После Первой мировой войны, когда поэт Я. Кемаль и прозаик А. X. Танпынар, желая создать образ печального османско-турецкого Стамбула, гуляли по окраинным кварталам среди развалин и сравнивали свои впечатления с описаниями западных путешественников, население города едва превышало полмиллиона. В годы моего детства, в конце 1950-х, оно составляло около миллиона, а к началу 2000 года выросло примерно до десяти миллионов человек. Если не брать в расчет берег Босфора, Пера и старый город, то получается, что население Стамбула по сравнению с временами печальных писателей выросло в десять раз.

Тем не менее образ Стамбула, существующий в сознании большинства его обитателей, создан этими писателями. Во многом так вышло потому, что за пятьдесят лет у всех этих миллионов людей не сложилось отчетливого образа нового Стамбула, существующего за пределами древнего центра города. Жители отдаленных районов, где, как известно бесстрастной статистике, есть дети, которые, дожив до десяти лет, еще ни разу не видели Босфора, согласно данным опросов, не чувствуют себя стамбульцами. В этом городе, застывшем между традиционной и западной культурами, чье население состоит из ничтожного сверхбогатого меньшинства и миллионов, живущих в бедных окраинных районах, в городе, постоянно открытом для переселенцев и разделенном на общины и землячества, за последние сто пятьдесят лет никто не чувствовал себя вполне дома.

Четырех писателей, о которых я еще буду упоминать на страницах этой книги, в первые десятилетия республики часто называли ретроградами и критиковали за нежелание сочинять утопии о торжестве европеизации, за упорное копание в развалинах прошлого и слишком увлеченное описание жизни Османской империи.

А они-то всего лишь хотели, живя в Стамбуле, не потерять способность черпать вдохновение сразу из двух великих источников, у двух великих культур, которые журналисты грубо называют Востоком и Западом. Они разделяли чувство общности, свойственное Стамбулу, потому что глубоко чувствовали его печаль; но, исследуя красоту, которую это чувство придает городу, они смотрели на нее глазами европейцев. Противоречить требованиям государства и разного рода общественных организаций и групп, быть европейцем, когда тебе хочется оставаться человеком Востока, и вести себя как человек Востока, когда от тебя требуют быть европейцем, — такой способ они инстинктивно избрали для того, чтобы достичь спасительного одиночества.

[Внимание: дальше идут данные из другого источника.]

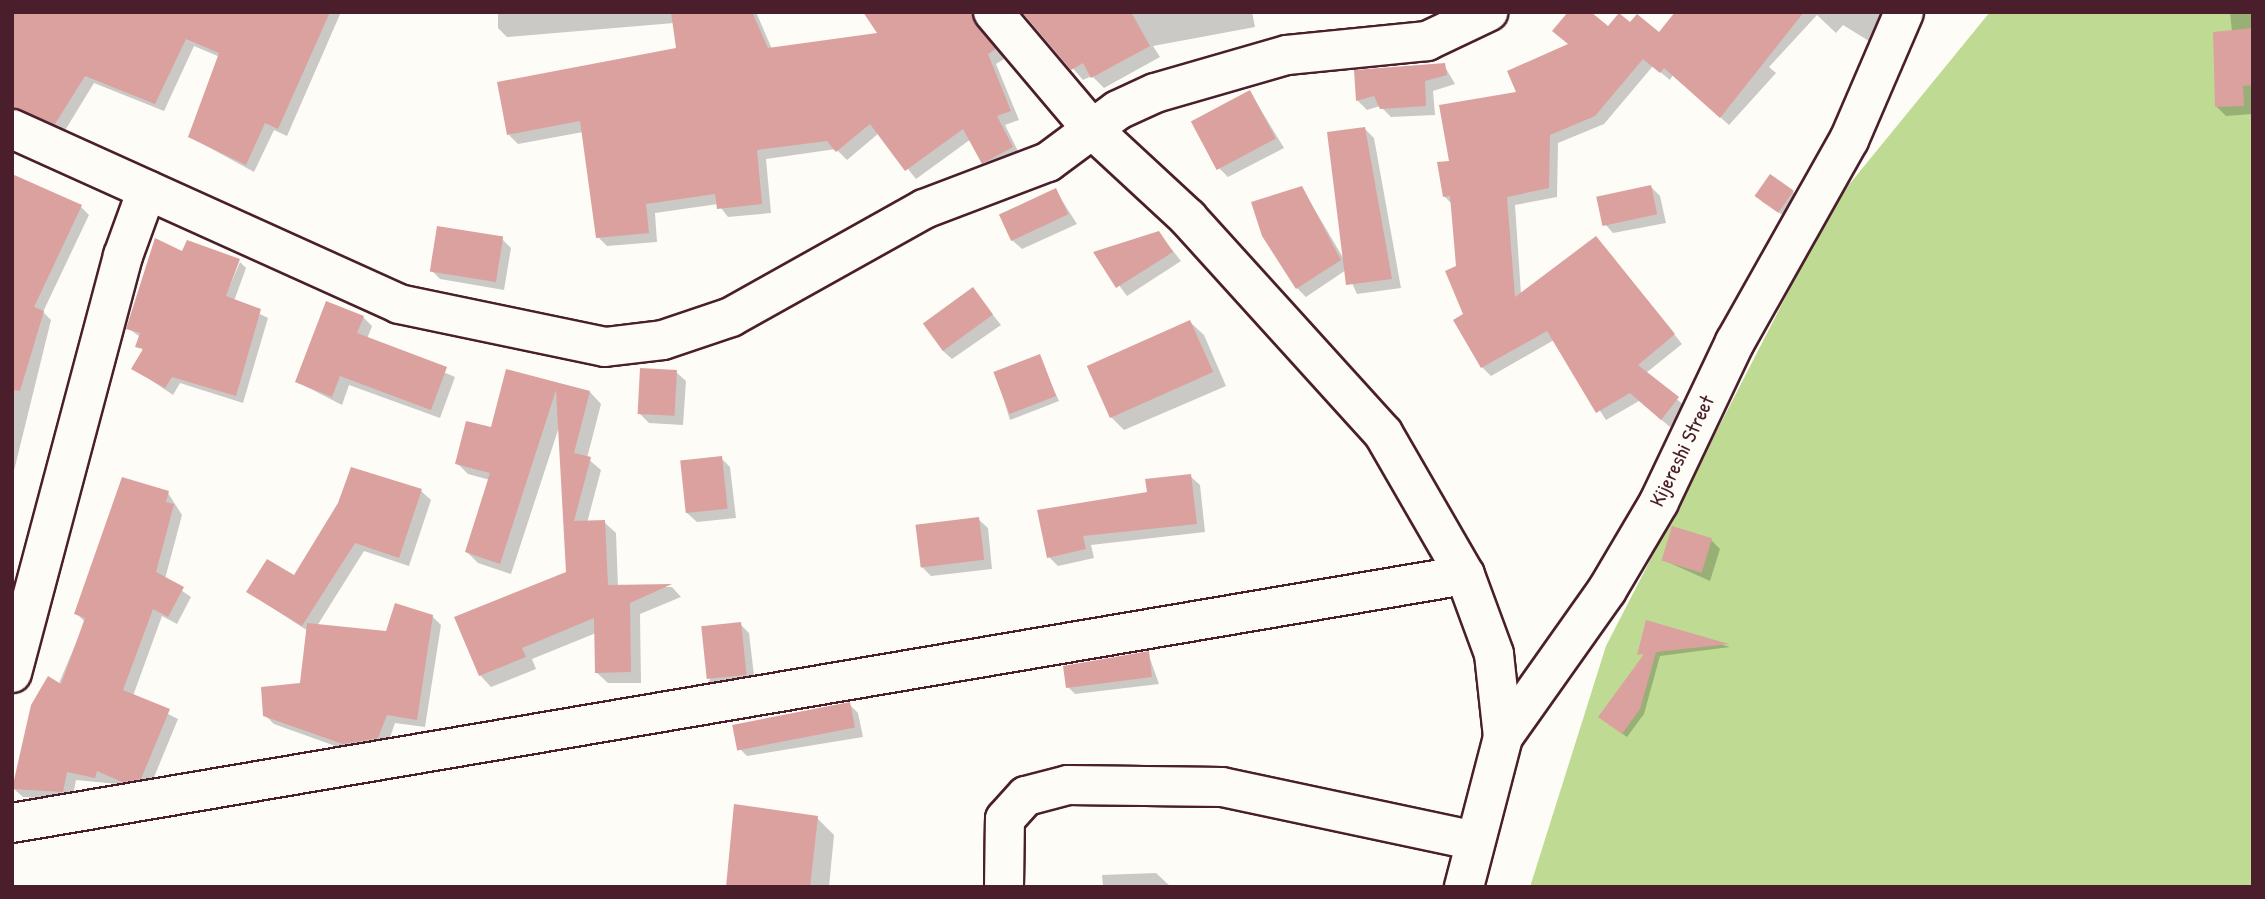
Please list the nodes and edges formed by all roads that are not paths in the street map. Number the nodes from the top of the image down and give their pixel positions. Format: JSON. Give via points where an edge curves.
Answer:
{"nodes":[{"id":1,"x":993,"y":12,"type":"edge"},
{"id":2,"x":1488,"y":12,"type":"edge"},
{"id":3,"x":1905,"y":12,"type":"edge"},
{"id":4,"x":1092,"y":129,"type":"junction"},
{"id":5,"x":12,"y":130,"type":"edge"},
{"id":6,"x":147,"y":190,"type":"junction"},
{"id":7,"x":1465,"y":575,"type":"junction"},
{"id":8,"x":12,"y":673,"type":"edge"},
{"id":9,"x":1503,"y":737,"type":"junction"},
{"id":10,"x":12,"y":823,"type":"edge"},
{"id":11,"x":1472,"y":840,"type":"junction"},
{"id":12,"x":1004,"y":887,"type":"edge"},
{"id":13,"x":1464,"y":887,"type":"edge"}],
"edges":[{"from":1,"to":4,"type":"street"},
{"from":2,"to":4,"type":"street","via":[[1427,41],[1287,55],[1219,72],[1155,93]]},
{"from":3,"to":9,"type":"street","name":"Kijereshi Street","via":[[1849,140],[1735,342],[1659,502],[1607,590]]},
{"from":4,"to":6,"type":"street","via":[[1048,162],[924,209],[731,317],[663,340],[605,347],[399,304]]},
{"from":4,"to":7,"type":"street","via":[[1198,228],[1383,433]]},
{"from":5,"to":6,"type":"street"},
{"from":6,"to":8,"type":"street","via":[[123,256]]},
{"from":7,"to":9,"type":"street","via":[[1494,654]]},
{"from":7,"to":10,"type":"street"},
{"from":9,"to":11,"type":"street","name":"Kijereshi Street"},
{"from":11,"to":12,"type":"street","via":[[1222,787],[1068,785],[1027,796],[1005,819]]},
{"from":11,"to":13,"type":"street","name":"Kijereshi Street"}]}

Поэт Яхья Кемаль, его друг мемуарист Абдульхак Шинаси Хисар, написавший о нем книгу, ученик, а впоследствии близкий друг Яхьи Кемаля романист Ахмет Хамди Танпынар, журналист и историк Решат Экрем Кочу — все они прожили одинокую жизнь, остались холостяками и умерли в одиночестве. Все они, кроме Яхьи Кемаля, умирая, с горечью чувствовали, что оставляют свою работу незавершенной, что книги их остаются недописанными, а те, что уже вышли, не нашли своих читателей. Что же касается самого значительного и знаменитого поэта Стамбула Яхьи Кемаля, то он на протяжении всей своей жизни отказывался издать хотя бы одну книгу.